2019-08-07 Thread Daniel P . Berrangé
On Wed, Aug 07, 2019 at 09:57:02PM +0530, bharath paulraj wrote:
> Hi Team,
> 
> I am doing a small testing and I don't know if my expectation is correct or
> not. Pardon me if I am ignorant.
> I created a VM and the VM is running. In the hypervisor I have created
> ".img" file and attached this .img file to the VM.
> My expectation is that, if VM is writing files to the attached disk, then
> it should reflect in the .img file created in the hypervisor.
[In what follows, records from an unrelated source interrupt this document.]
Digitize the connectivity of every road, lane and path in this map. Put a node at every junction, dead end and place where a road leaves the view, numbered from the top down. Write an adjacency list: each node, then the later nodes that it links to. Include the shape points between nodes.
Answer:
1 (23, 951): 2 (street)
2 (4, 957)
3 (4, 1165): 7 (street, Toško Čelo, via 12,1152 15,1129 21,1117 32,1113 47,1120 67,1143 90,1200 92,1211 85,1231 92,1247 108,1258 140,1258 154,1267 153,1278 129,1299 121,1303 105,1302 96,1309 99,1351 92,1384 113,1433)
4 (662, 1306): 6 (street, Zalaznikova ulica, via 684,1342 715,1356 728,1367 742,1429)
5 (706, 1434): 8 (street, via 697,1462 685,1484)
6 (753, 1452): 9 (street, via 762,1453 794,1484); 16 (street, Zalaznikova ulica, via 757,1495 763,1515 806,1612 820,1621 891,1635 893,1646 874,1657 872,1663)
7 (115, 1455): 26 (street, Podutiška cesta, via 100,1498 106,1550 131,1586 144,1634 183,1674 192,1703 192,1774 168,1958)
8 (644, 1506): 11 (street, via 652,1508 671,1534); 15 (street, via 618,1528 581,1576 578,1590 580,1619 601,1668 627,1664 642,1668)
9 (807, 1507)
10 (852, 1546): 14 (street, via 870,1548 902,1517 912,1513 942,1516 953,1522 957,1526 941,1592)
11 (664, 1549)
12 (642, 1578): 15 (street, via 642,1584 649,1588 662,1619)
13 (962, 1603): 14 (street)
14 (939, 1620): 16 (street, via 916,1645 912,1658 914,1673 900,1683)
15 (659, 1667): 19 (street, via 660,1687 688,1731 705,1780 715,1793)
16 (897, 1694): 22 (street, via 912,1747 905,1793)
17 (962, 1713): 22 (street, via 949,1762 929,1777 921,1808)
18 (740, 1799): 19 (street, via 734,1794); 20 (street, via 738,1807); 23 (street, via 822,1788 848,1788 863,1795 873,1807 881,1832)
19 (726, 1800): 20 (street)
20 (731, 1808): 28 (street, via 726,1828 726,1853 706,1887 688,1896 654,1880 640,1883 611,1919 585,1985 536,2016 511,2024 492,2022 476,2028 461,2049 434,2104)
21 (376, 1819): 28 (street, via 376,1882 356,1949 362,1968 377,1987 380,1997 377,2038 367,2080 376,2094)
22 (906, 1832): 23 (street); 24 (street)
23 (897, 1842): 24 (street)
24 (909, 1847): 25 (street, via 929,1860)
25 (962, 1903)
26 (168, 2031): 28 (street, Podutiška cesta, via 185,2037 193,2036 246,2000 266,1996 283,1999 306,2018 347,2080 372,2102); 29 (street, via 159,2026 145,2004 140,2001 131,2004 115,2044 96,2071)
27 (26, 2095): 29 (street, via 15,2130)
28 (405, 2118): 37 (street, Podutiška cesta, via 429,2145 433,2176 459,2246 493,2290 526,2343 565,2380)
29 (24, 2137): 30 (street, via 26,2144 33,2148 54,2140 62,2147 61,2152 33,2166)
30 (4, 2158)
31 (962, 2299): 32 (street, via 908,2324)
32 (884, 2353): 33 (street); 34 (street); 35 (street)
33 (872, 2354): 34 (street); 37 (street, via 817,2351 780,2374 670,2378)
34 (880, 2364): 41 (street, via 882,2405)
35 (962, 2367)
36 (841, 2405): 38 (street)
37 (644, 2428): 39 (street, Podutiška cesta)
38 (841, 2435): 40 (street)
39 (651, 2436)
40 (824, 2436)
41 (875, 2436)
But It is not
> working as my expectation.
> Please correct me if my expectation is wrong.
> 
> Steps:
> 1. Created disk.img in the hypervisor using the command: dd if=/dev/zero
> of=disk.img bs=1M count=50; mkfs ext3 -F disk.img
> 2. Attached the disk to the running VM using the command: virsh attach-disk
>  --source disk.img  --target vdb --live
> 3. In the VM, I mounted the disk and created few files.
> 4. In the hypervisor, I mounted the disk.img to check if the file created
> in the VM exists in the .img file.
>>> I am not able to see those files.

Do *NOT* do step 4 - it is incredibly dangerous in general and may well
result in filesystem corruption & serious data loss.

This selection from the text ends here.